Di pasar keuangan, ketidakpastian global kerap mendorong pergeseran ke aset yang dianggap lebih aman. Untuk pasangan EUR/USD, meningkatnya ketidakpastian di zona euro—di tengah risiko perlambatan pertumbuhan dan tekanan inflasi—dapat memberi tekanan pada euro terhadap dolar AS, yang sering dipandang sebagai aset safe haven saat gejolak meningkat.
Pasangan GBP/USD juga berpotensi terdampak, mengingat Inggris dinilai rentan terhadap guncangan ekonomi global. Faktor spesifik seperti dinamika pasca-Brexit dapat menjadi variabel tambahan bagi pergerakan poundsterling, di luar sentimen global terkait tarif dan energi.
Sementara itu, pergerakan USD/JPY dinilai bisa lebih kompleks. Di satu sisi, dolar AS kerap menguat saat pasar memasuki fase risk-off. Namun di sisi lain, yen Jepang juga dikenal sebagai aset safe haven tradisional, sehingga penguatan yen dapat terjadi ketika kekhawatiran global meningkat tajam.

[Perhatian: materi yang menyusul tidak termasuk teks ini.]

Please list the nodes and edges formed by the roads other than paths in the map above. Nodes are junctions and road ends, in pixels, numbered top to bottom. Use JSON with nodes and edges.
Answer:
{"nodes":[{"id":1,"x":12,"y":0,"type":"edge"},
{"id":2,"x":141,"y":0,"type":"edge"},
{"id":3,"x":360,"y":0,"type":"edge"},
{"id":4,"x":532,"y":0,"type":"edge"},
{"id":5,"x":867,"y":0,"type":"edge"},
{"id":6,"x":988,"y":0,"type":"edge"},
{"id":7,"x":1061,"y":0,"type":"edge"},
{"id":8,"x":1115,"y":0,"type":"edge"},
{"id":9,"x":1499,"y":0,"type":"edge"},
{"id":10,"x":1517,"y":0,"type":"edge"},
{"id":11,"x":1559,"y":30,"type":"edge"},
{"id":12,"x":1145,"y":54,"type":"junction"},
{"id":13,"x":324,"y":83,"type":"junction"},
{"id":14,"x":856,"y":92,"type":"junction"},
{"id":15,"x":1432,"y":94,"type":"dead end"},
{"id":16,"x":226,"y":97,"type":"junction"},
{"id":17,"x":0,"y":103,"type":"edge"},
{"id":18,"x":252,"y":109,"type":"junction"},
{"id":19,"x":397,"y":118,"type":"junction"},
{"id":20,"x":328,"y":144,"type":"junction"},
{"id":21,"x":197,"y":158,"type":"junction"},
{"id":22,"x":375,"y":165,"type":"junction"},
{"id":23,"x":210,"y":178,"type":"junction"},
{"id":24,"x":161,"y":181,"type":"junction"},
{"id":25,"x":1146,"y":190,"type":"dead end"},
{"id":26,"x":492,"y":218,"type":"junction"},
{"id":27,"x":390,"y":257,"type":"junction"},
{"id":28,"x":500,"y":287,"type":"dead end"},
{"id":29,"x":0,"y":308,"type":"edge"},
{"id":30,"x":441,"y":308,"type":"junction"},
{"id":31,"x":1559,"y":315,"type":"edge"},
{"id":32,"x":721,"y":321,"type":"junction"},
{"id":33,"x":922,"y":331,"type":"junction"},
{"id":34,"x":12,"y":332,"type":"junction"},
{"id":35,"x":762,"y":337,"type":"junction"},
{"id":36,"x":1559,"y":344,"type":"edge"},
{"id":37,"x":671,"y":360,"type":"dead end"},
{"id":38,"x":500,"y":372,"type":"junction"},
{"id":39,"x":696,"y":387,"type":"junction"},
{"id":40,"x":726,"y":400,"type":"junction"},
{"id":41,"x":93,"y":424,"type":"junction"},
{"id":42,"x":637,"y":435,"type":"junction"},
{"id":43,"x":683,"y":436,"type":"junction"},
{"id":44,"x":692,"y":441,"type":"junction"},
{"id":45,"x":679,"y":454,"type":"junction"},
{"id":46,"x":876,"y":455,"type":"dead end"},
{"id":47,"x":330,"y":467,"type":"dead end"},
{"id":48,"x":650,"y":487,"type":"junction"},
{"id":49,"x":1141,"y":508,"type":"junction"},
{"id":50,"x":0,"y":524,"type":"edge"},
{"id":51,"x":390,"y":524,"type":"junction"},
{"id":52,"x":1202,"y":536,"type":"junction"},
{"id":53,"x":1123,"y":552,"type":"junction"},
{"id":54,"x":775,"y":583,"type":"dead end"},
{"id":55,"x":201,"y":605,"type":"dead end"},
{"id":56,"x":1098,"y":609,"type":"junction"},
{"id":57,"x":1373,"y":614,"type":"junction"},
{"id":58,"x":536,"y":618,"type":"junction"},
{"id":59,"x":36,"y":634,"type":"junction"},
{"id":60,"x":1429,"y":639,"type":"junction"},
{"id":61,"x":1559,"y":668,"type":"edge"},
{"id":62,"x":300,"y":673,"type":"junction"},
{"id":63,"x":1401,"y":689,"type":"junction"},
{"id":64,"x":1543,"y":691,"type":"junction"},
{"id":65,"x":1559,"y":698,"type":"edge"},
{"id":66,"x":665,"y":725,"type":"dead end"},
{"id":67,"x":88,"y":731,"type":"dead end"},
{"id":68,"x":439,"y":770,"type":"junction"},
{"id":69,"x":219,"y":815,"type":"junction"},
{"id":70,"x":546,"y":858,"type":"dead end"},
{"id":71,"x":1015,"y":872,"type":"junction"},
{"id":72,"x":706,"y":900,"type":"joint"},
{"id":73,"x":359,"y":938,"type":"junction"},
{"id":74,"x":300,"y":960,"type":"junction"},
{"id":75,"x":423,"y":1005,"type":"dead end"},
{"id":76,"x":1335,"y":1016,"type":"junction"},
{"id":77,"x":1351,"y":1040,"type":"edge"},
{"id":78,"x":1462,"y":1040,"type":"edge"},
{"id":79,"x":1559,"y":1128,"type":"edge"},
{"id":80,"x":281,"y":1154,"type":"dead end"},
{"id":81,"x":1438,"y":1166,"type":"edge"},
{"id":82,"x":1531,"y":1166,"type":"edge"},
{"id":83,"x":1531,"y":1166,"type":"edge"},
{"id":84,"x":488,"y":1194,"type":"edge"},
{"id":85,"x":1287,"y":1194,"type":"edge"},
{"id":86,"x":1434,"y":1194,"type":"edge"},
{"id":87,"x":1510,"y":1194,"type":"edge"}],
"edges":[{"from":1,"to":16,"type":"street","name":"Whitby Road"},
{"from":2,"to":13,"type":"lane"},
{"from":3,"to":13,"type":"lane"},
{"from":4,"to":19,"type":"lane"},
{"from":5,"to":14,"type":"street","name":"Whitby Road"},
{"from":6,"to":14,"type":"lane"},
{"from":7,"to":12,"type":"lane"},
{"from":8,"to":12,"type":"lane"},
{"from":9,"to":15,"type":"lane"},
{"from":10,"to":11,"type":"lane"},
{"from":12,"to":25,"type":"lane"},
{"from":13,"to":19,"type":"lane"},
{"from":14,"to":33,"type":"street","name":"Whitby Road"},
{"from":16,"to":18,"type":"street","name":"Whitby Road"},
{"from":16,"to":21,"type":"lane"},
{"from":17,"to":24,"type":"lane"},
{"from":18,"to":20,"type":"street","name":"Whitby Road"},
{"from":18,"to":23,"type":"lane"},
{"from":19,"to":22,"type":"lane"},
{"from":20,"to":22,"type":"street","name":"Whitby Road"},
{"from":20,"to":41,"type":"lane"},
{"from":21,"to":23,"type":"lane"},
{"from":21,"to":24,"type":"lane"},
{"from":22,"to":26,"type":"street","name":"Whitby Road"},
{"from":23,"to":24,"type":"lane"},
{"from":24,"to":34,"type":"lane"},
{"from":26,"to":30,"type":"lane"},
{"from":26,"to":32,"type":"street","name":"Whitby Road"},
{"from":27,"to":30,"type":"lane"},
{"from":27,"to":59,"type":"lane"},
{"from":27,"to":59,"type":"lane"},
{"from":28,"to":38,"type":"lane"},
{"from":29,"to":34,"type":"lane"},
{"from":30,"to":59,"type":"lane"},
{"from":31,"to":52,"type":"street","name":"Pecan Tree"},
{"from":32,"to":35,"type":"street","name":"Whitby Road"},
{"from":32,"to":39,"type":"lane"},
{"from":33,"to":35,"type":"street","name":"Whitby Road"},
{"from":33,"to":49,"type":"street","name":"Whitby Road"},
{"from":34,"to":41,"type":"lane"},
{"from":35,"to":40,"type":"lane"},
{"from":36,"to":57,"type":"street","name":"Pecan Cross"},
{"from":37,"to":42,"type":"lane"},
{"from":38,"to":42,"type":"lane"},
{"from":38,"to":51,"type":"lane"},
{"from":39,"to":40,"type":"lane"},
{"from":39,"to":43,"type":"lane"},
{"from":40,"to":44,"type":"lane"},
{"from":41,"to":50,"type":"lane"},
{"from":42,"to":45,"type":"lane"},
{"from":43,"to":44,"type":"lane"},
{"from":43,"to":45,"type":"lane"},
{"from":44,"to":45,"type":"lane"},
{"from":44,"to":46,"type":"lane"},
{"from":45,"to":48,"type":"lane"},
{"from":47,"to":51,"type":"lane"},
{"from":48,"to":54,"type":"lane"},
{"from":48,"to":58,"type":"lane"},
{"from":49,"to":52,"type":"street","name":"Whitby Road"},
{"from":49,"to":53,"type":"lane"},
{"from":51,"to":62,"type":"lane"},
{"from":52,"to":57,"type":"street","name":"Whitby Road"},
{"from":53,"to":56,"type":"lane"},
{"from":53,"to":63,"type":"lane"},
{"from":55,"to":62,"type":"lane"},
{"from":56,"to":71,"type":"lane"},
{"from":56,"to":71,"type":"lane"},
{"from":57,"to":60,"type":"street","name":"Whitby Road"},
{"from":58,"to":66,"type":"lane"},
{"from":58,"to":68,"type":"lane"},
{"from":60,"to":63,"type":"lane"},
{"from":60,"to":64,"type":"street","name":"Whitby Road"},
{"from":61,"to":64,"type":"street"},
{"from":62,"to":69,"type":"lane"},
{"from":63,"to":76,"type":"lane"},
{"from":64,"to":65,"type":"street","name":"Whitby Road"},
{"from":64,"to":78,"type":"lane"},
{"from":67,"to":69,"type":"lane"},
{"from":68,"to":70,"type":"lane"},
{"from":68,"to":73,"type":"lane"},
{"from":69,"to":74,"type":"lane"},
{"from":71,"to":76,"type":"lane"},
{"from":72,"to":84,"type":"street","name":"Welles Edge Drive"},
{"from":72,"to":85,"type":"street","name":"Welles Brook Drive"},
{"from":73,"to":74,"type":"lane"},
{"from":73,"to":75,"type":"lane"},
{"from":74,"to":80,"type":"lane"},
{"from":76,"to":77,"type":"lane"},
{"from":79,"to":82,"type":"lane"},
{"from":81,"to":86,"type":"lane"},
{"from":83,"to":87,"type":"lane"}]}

Emas (XAU/USD) disebut sebagai instrumen yang sering diburu ketika ketidakpastian meningkat. Tarif tinggi dan konflik geopolitik dinilai dapat memperkuat permintaan emas sebagai penyimpan nilai, sehingga membuka peluang kenaikan harga apabila ketegangan berlanjut dan sentimen pasar memburuk.
Komoditas energi seperti minyak mentah juga berpotensi mengalami volatilitas tinggi. Gangguan pasokan terkait konflik di Iran dapat mendorong harga minyak naik, yang berimplikasi pada sektor energi sekaligus menjadi beban biaya bagi sektor lain yang bergantung pada energi.
Di tengah kondisi tersebut, peluang trading disebut tetap ada, terutama bagi pelaku pasar yang memantau aset sensitif komoditas dan pergeseran sentimen safe haven. Mata uang yang terkait ekspor komoditas dapat bergerak volatil ketika harga minyak dan komoditas lain berfluktuasi. Selain itu, instrumen yang sering dikaitkan dengan arus safe haven—termasuk dolar AS, yen Jepang, dan emas—cenderung menjadi fokus ketika ketidakpastian meningkat.
Namun, risiko lonjakan volatilitas juga ditekankan. Ketika faktor fundamental seperti tarif dan konflik geopolitik bertemu, pasar dapat bereaksi berlebihan dalam waktu singkat. Karena itu, kewaspadaan terhadap pergerakan mendadak, disiplin manajemen risiko, serta penyesuaian ukuran posisi dan penggunaan stop-loss menjadi perhatian penting bagi trader retail.
Secara keseluruhan, tarif dagang tinggi dan perang di Iran digambarkan sebagai dua sumber utama ketidakpastian yang dapat menghambat pertumbuhan dan mendorong inflasi, sekaligus meningkatkan volatilitas pasar. Bagi trader retail di Indonesia, situasi ini menjadi pengingat bahwa dinamika kebijakan global dan geopolitik dapat cepat merembet ke pergerakan mata uang, komoditas, dan aset lindung nilai.